Legend has it that in ancient times, Buddha asked all the animals to meet him on Chinese New Year. Twelve came, and Buddha named a year after each one. He announced that the people born in each animal's year would have some of that animal's personality. Those born in rat years tend to be leaders, pioneers, and conquerors. They are charming, passionate, charismatic, practical and hardworking. Gwyneth Paltrow, Ben Affleck, Samuel L. Jackson, William Shakespeare, and Mozart were all born in the year of the rat.

Fireworks and Family Feasts

At Chinese New Year celebrations people wear red clothes, decorate with poems on red paper, and give children "lucky money" in red envelopes. Red symbolizes fire, which according to legend can drive away bad luck. The fireworks that shower the festivities are rooted in a similar ancient custom. Long ago, people in China lit bamboo stalks, believing that the crackling flames would frighten evil spirits.

The Lantern Festival

In China, the New Year is a time of family reunion. Family members gather at each other's homes for visits and shared meals, most significantly a feast on New Year's Eve. In the United States, however, many early Chinese immigrants arrived without their families, and found a sense of community through neighborhood associations instead. Today, many Chinese-American neighborhood associations host banquets and other New Year events.

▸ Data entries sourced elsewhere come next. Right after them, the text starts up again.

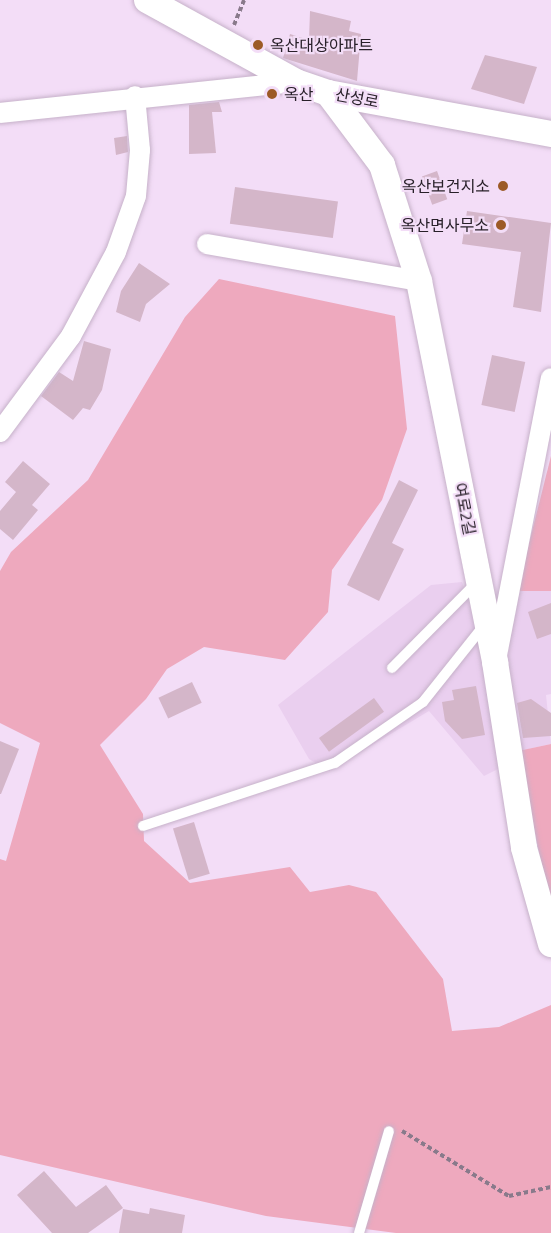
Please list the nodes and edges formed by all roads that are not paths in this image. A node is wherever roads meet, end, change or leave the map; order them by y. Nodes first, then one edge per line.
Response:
1 (147, 0) edge
2 (296, 82) junction
3 (328, 93) junction
4 (135, 96) junction
5 (0, 113) edge
6 (551, 134) edge
7 (207, 244) dead end
8 (419, 281) junction
9 (551, 378) edge
10 (546, 430) edge
11 (0, 432) edge
12 (479, 580) junction
13 (488, 622) junction
14 (495, 662) junction
15 (392, 668) dead end
16 (143, 826) dead end
17 (551, 944) edge
18 (389, 1131) road end
19 (359, 1233) edge

1 - 2 street, 산성로
2 - 3 street, 산성로
2 - 4 street
3 - 6 street, 산성로
3 - 8 street, 여로2길
4 - 5 street
4 - 11 street
7 - 8 street
8 - 12 street, 여로2길
9 - 10 street
10 - 14 street
12 - 13 street, 여로2길
12 - 15 lane
13 - 14 street, 여로2길
13 - 16 lane
14 - 17 street, 여로2길
18 - 19 lane

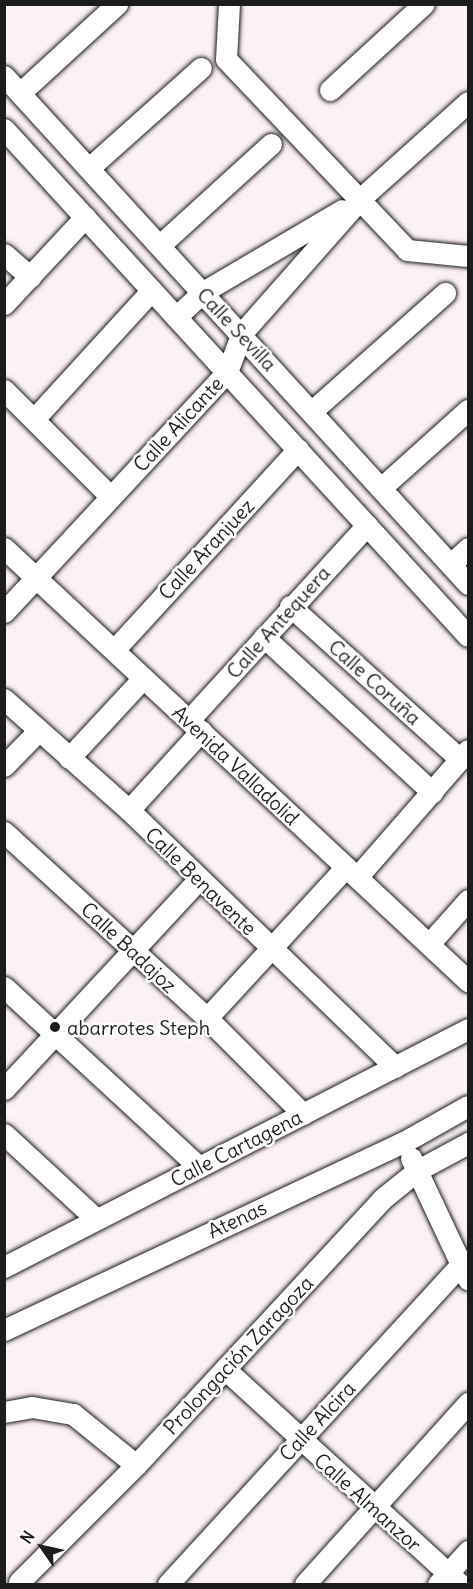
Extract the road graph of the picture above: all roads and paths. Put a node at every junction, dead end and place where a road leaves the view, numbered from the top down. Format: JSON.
{"nodes":[{"id":1,"x":117,"y":4,"type":"edge"},
{"id":2,"x":229,"y":4,"type":"edge"},
{"id":3,"x":424,"y":4,"type":"edge"},
{"id":4,"x":201,"y":68,"type":"dead end"},
{"id":5,"x":4,"y":76,"type":"edge"},
{"id":6,"x":330,"y":90,"type":"dead end"},
{"id":7,"x":20,"y":93,"type":"junction"},
{"id":8,"x":468,"y":102,"type":"edge"},
{"id":9,"x":4,"y":129,"type":"edge"},
{"id":10,"x":272,"y":144,"type":"dead end"},
{"id":11,"x":89,"y":168,"type":"junction"},
{"id":12,"x":360,"y":199,"type":"junction"},
{"id":13,"x":85,"y":217,"type":"junction"},
{"id":14,"x":160,"y":245,"type":"junction"},
{"id":15,"x":4,"y":254,"type":"edge"},
{"id":16,"x":468,"y":256,"type":"edge"},
{"id":17,"x":30,"y":277,"type":"junction"},
{"id":18,"x":152,"y":290,"type":"junction"},
{"id":19,"x":203,"y":292,"type":"junction"},
{"id":20,"x":445,"y":293,"type":"dead end"},
{"id":21,"x":4,"y":304,"type":"edge"},
{"id":22,"x":176,"y":317,"type":"junction"},
{"id":23,"x":242,"y":333,"type":"junction"},
{"id":24,"x":227,"y":372,"type":"junction"},
{"id":25,"x":4,"y":390,"type":"edge"},
{"id":26,"x":468,"y":410,"type":"edge"},
{"id":27,"x":312,"y":411,"type":"junction"},
{"id":28,"x":35,"y":418,"type":"junction"},
{"id":29,"x":298,"y":449,"type":"junction"},
{"id":30,"x":381,"y":488,"type":"junction"},
{"id":31,"x":110,"y":496,"type":"junction"},
{"id":32,"x":367,"y":525,"type":"junction"},
{"id":33,"x":4,"y":548,"type":"edge"},
{"id":34,"x":468,"y":548,"type":"edge"},
{"id":35,"x":451,"y":564,"type":"junction"},
{"id":36,"x":35,"y":576,"type":"junction"},
{"id":37,"x":468,"y":584,"type":"edge"},
{"id":38,"x":290,"y":606,"type":"junction"},
{"id":39,"x":4,"y":612,"type":"edge"},
{"id":40,"x":468,"y":636,"type":"edge"},
{"id":41,"x":264,"y":637,"type":"junction"},
{"id":42,"x":115,"y":649,"type":"junction"},
{"id":43,"x":143,"y":678,"type":"junction"},
{"id":44,"x":4,"y":699,"type":"edge"},
{"id":45,"x":195,"y":725,"type":"junction"},
{"id":46,"x":39,"y":730,"type":"junction"},
{"id":47,"x":464,"y":754,"type":"edge"},
{"id":48,"x":69,"y":758,"type":"junction"},
{"id":49,"x":4,"y":766,"type":"edge"},
{"id":50,"x":432,"y":792,"type":"junction"},
{"id":51,"x":129,"y":810,"type":"junction"},
{"id":52,"x":4,"y":832,"type":"edge"},
{"id":53,"x":352,"y":872,"type":"junction"},
{"id":54,"x":198,"y":880,"type":"junction"},
{"id":55,"x":468,"y":900,"type":"edge"},
{"id":56,"x":429,"y":944,"type":"junction"},
{"id":57,"x":271,"y":948,"type":"junction"},
{"id":58,"x":132,"y":949,"type":"junction"},
{"id":59,"x":468,"y":981,"type":"edge"},
{"id":60,"x":4,"y":987,"type":"edge"},
{"id":61,"x":207,"y":1018,"type":"junction"},
{"id":62,"x":468,"y":1029,"type":"edge"},
{"id":63,"x":56,"y":1035,"type":"junction"},
{"id":64,"x":395,"y":1067,"type":"junction"},
{"id":65,"x":4,"y":1089,"type":"edge"},
{"id":66,"x":468,"y":1106,"type":"edge"},
{"id":67,"x":303,"y":1114,"type":"junction"},
{"id":68,"x":4,"y":1134,"type":"edge"},
{"id":69,"x":404,"y":1142,"type":"junction"},
{"id":70,"x":468,"y":1143,"type":"edge"},
{"id":71,"x":199,"y":1167,"type":"junction"},
{"id":72,"x":418,"y":1170,"type":"junction"},
{"id":73,"x":96,"y":1219,"type":"junction"},
{"id":74,"x":4,"y":1267,"type":"edge"},
{"id":75,"x":466,"y":1268,"type":"edge"},
{"id":76,"x":4,"y":1330,"type":"edge"},
{"id":77,"x":225,"y":1369,"type":"junction"},
{"id":78,"x":468,"y":1403,"type":"edge"},
{"id":79,"x":4,"y":1412,"type":"edge"},
{"id":80,"x":300,"y":1439,"type":"junction"},
{"id":81,"x":136,"y":1465,"type":"junction"},
{"id":82,"x":375,"y":1509,"type":"junction"},
{"id":83,"x":468,"y":1551,"type":"edge"},
{"id":84,"x":16,"y":1579,"type":"edge"},
{"id":85,"x":449,"y":1581,"type":"edge"},
{"id":86,"x":168,"y":1584,"type":"edge"},
{"id":87,"x":307,"y":1584,"type":"edge"}],
"edges":[{"from":1,"to":7,"type":"street"},
{"from":2,"to":12,"type":"street"},
{"from":3,"to":6,"type":"street"},
{"from":4,"to":11,"type":"street"},
{"from":5,"to":7,"type":"street","name":"Calle Sevilla"},
{"from":7,"to":11,"type":"street","name":"Calle Sevilla"},
{"from":8,"to":12,"type":"street","name":"Calle Alicante"},
{"from":9,"to":13,"type":"street","name":"Calle Sevilla"},
{"from":10,"to":14,"type":"street"},
{"from":11,"to":14,"type":"street","name":"Calle Sevilla"},
{"from":12,"to":16,"type":"street"},
{"from":12,"to":19,"type":"street","name":"Calle Alicante"},
{"from":12,"to":23,"type":"street","name":"Calle Alicante"},
{"from":13,"to":17,"type":"street"},
{"from":13,"to":18,"type":"street","name":"Calle Sevilla"},
{"from":14,"to":19,"type":"street","name":"Calle Sevilla"},
{"from":15,"to":17,"type":"street"},
{"from":17,"to":21,"type":"street"},
{"from":18,"to":22,"type":"street","name":"Calle Sevilla"},
{"from":18,"to":28,"type":"street"},
{"from":19,"to":22,"type":"street","name":"Calle Alicante"},
{"from":19,"to":23,"type":"street","name":"Calle Sevilla"},
{"from":20,"to":27,"type":"street"},
{"from":22,"to":24,"type":"street","name":"Calle Sevilla"},
{"from":23,"to":24,"type":"street","name":"Calle Alicante"},
{"from":23,"to":27,"type":"street","name":"Calle Sevilla"},
{"from":24,"to":29,"type":"street","name":"Calle Sevilla"},
{"from":24,"to":31,"type":"street","name":"Calle Alicante"},
{"from":25,"to":28,"type":"street"},
{"from":26,"to":30,"type":"street"},
{"from":27,"to":30,"type":"street","name":"Calle Sevilla"},
{"from":28,"to":31,"type":"street"},
{"from":29,"to":32,"type":"street","name":"Calle Sevilla"},
{"from":29,"to":42,"type":"street","name":"Calle Aranjuez"},
{"from":30,"to":35,"type":"street","name":"Calle Sevilla"},
{"from":31,"to":36,"type":"street","name":"Calle Alicante"},
{"from":32,"to":38,"type":"street","name":"Calle Antequera"},
{"from":32,"to":40,"type":"street","name":"Calle Sevilla"},
{"from":33,"to":36,"type":"street","name":"Avenida Valladolid"},
{"from":34,"to":35,"type":"street"},
{"from":35,"to":37,"type":"street","name":"Calle Sevilla"},
{"from":36,"to":39,"type":"street","name":"Calle Alicante"},
{"from":36,"to":42,"type":"street","name":"Avenida Valladolid"},
{"from":38,"to":41,"type":"street","name":"Calle Antequera"},
{"from":38,"to":47,"type":"street","name":"Calle Coruña"},
{"from":41,"to":45,"type":"street","name":"Calle Antequera"},
{"from":41,"to":50,"type":"street"},
{"from":42,"to":43,"type":"street","name":"Avenida Valladolid"},
{"from":43,"to":45,"type":"street","name":"Avenida Valladolid"},
{"from":43,"to":48,"type":"street"},
{"from":44,"to":46,"type":"street","name":"Calle Benavente"},
{"from":45,"to":51,"type":"street","name":"Calle Antequera"},
{"from":45,"to":53,"type":"street","name":"Avenida Valladolid"},
{"from":46,"to":48,"type":"street","name":"Calle Benavente"},
{"from":46,"to":49,"type":"street"},
{"from":47,"to":50,"type":"street"},
{"from":48,"to":51,"type":"street","name":"Calle Benavente"},
{"from":50,"to":53,"type":"street"},
{"from":51,"to":54,"type":"street","name":"Calle Benavente"},
{"from":52,"to":58,"type":"street","name":"Calle Badajoz"},
{"from":53,"to":56,"type":"street","name":"Avenida Valladolid"},
{"from":53,"to":57,"type":"street"},
{"from":54,"to":57,"type":"street","name":"Calle Benavente"},
{"from":54,"to":58,"type":"street"},
{"from":55,"to":56,"type":"street"},
{"from":56,"to":59,"type":"street","name":"Avenida Valladolid"},
{"from":57,"to":61,"type":"street"},
{"from":57,"to":64,"type":"street","name":"Calle Benavente"},
{"from":58,"to":61,"type":"street","name":"Calle Badajoz"},
{"from":58,"to":63,"type":"street"},
{"from":60,"to":63,"type":"street"},
{"from":61,"to":67,"type":"street","name":"Calle Badajoz"},
{"from":62,"to":64,"type":"street","name":"Calle Cartagena"},
{"from":63,"to":65,"type":"street"},
{"from":63,"to":71,"type":"street"},
{"from":64,"to":67,"type":"street","name":"Calle Cartagena"},
{"from":66,"to":69,"type":"street","name":"Atenas"},
{"from":67,"to":71,"type":"street","name":"Calle Cartagena"},
{"from":68,"to":73,"type":"street"},
{"from":69,"to":72,"type":"street"},
{"from":69,"to":76,"type":"street","name":"Atenas"},
{"from":70,"to":72,"type":"street","name":"Prolongación Zaragoza"},
{"from":71,"to":73,"type":"street","name":"Calle Cartagena"},
{"from":72,"to":75,"type":"street"},
{"from":72,"to":77,"type":"street","name":"Prolongación Zaragoza"},
{"from":73,"to":74,"type":"street","name":"Calle Cartagena"},
{"from":75,"to":80,"type":"street","name":"Calle Alcira"},
{"from":77,"to":80,"type":"street","name":"Calle Almanzor"},
{"from":77,"to":81,"type":"street","name":"Prolongación Zaragoza"},
{"from":78,"to":82,"type":"street"},
{"from":79,"to":81,"type":"street"},
{"from":80,"to":82,"type":"street","name":"Calle Almanzor"},
{"from":80,"to":86,"type":"street","name":"Calle Alcira"},
{"from":81,"to":84,"type":"street","name":"Prolongación Zaragoza"},
{"from":82,"to":85,"type":"street","name":"Calle Almanzor"},
{"from":82,"to":87,"type":"street"},
{"from":83,"to":85,"type":"street"}]}
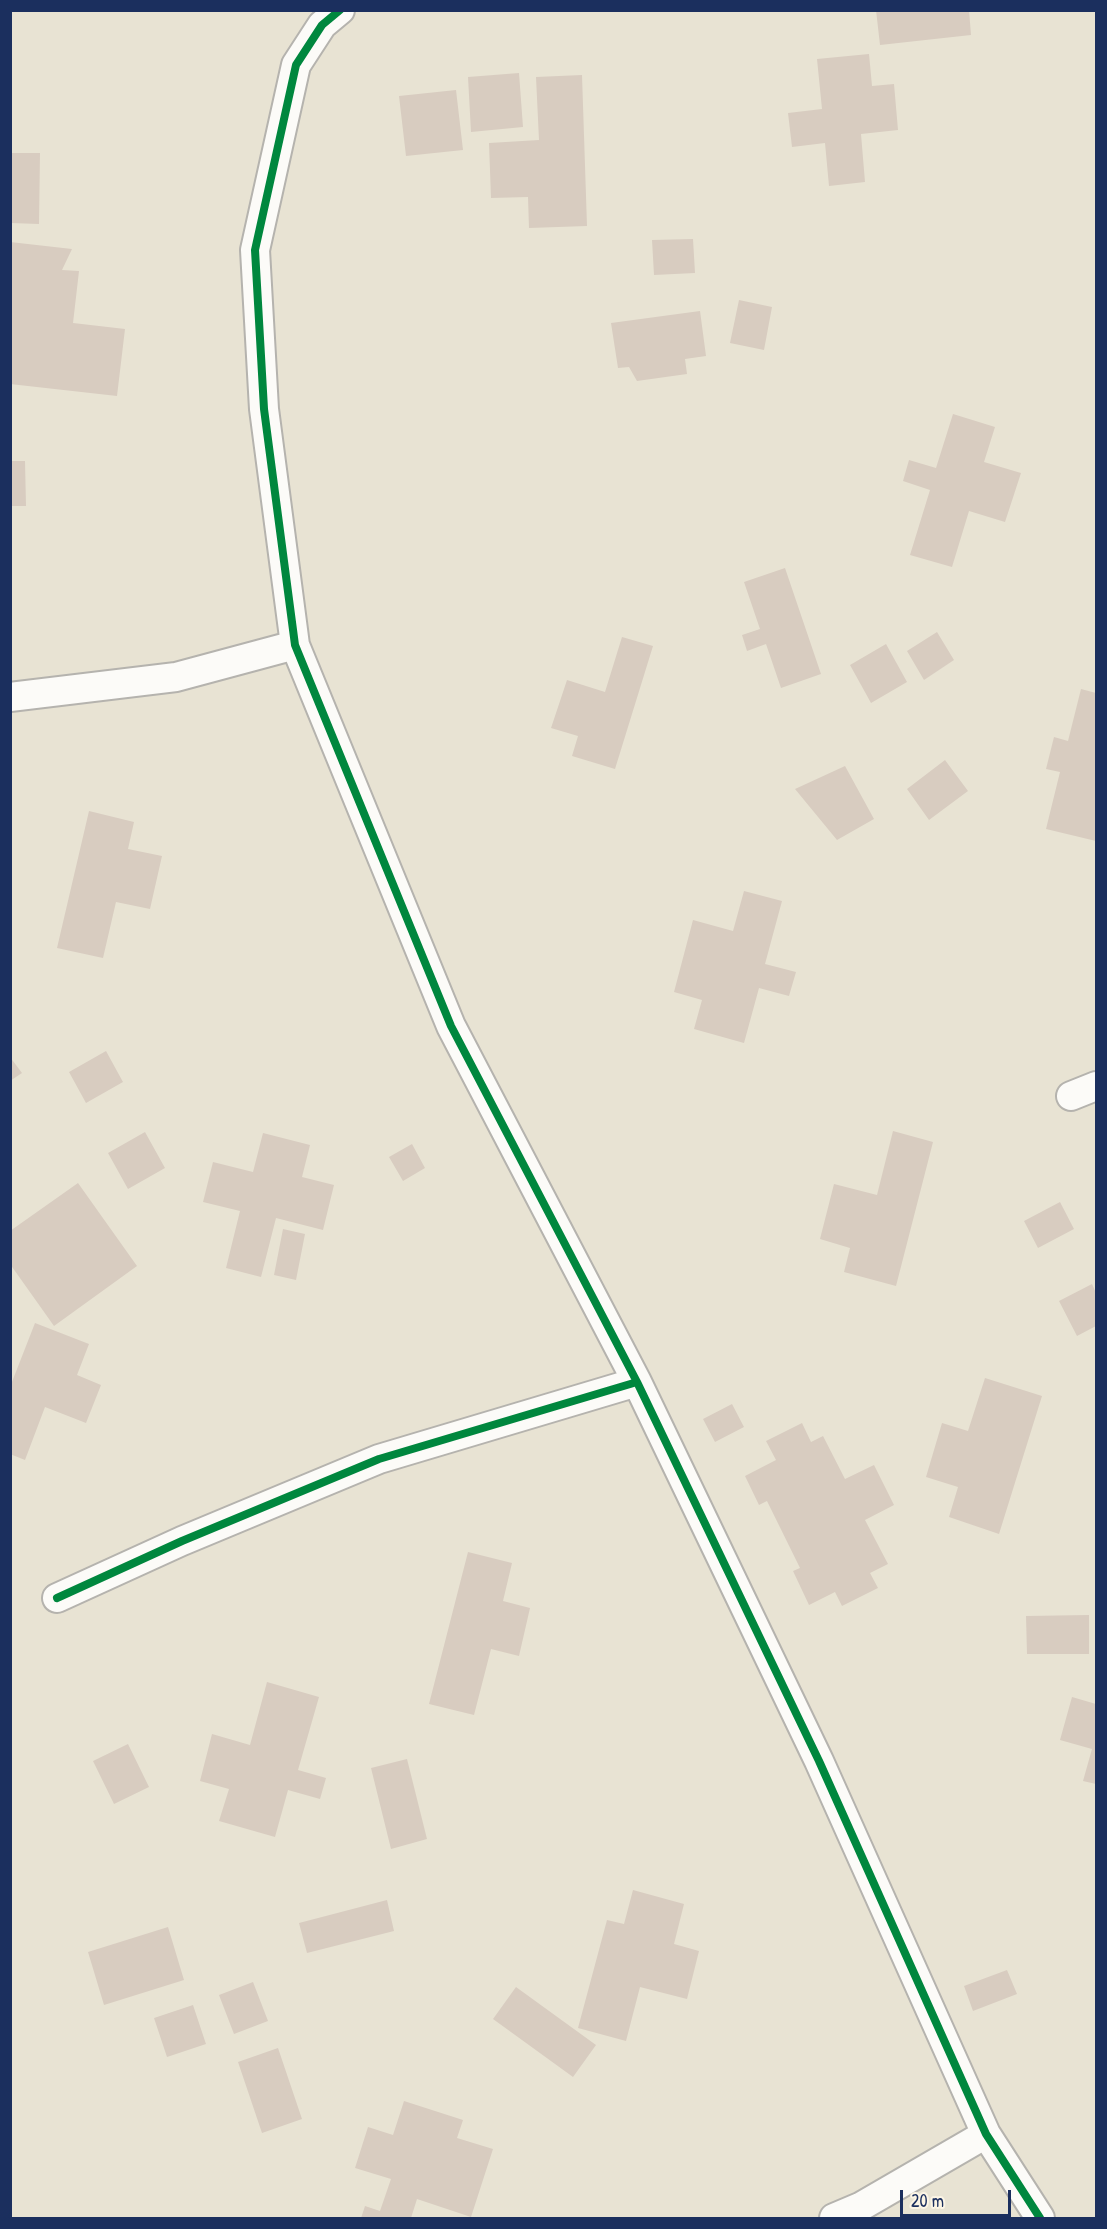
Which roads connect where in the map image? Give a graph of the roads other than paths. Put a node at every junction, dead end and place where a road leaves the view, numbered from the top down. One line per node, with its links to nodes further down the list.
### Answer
1 (340, 10): 2 (street)
2 (295, 645): 3 (street); 4 (street)
3 (10, 697)
4 (637, 1382): 5 (street); 6 (street)
5 (57, 1598)
6 (986, 2134): 7 (street); 8 (street)
7 (834, 2218)
8 (1040, 2218)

Chinese New Year ends with the lantern festival on the fifteenth day of the month. Some of the lanterns may be works of art, painted with birds, animals, flowers, zodiac signs, and scenes from legend and history. People hang glowing lanterns in temples, and carry lanterns to an evening parade under the light of the full moon.

In many areas the highlight of the lantern festival is the dragon dance. The dragon—which might stretch a hundred feet long—is typically made of silk, paper, and bamboo. Traditionally the dragon is held aloft by young men who dance as they guide the colorful beast through the streets. In the United States, where the New Year is celebrated with a shortened schedule, the dragon dance always takes place on a weekend. In addition, many Chinese-American communities have added American parade elements such as marching bands and floats.

Rat personality traits

People born in the Year of the Rat are one of the most industrious and hardest working in the zodiac.

Forever busy in pursuit of an ambitous personal goal, at times they may become difficult to work with since they are born perfectionists. Rats must ensure that every "i" is dotted before completing an assigned task. As a result, they are often successful financially, and are good providers for their family and those they cherish most dearly.

Loyal and loving, Rat people inspire loyalty in others who are close to them. They are essentially honest individuals and loath to betray a confidence. However, their quick wit and restlessness can sometimes lead to chattiness, and they can often be relied upon at large social gatherings for a good story or a juicy bit of gossip.

Their energy levels and expert organizational talents are such that it is a rare thing to see a Rat person sitting idly by with nothing to do.

They may even sometimes be viewed as opportunists who cajole others into helping them accomplish a great ambition. In their careers, Rat people can find much success as business leaders or politicians.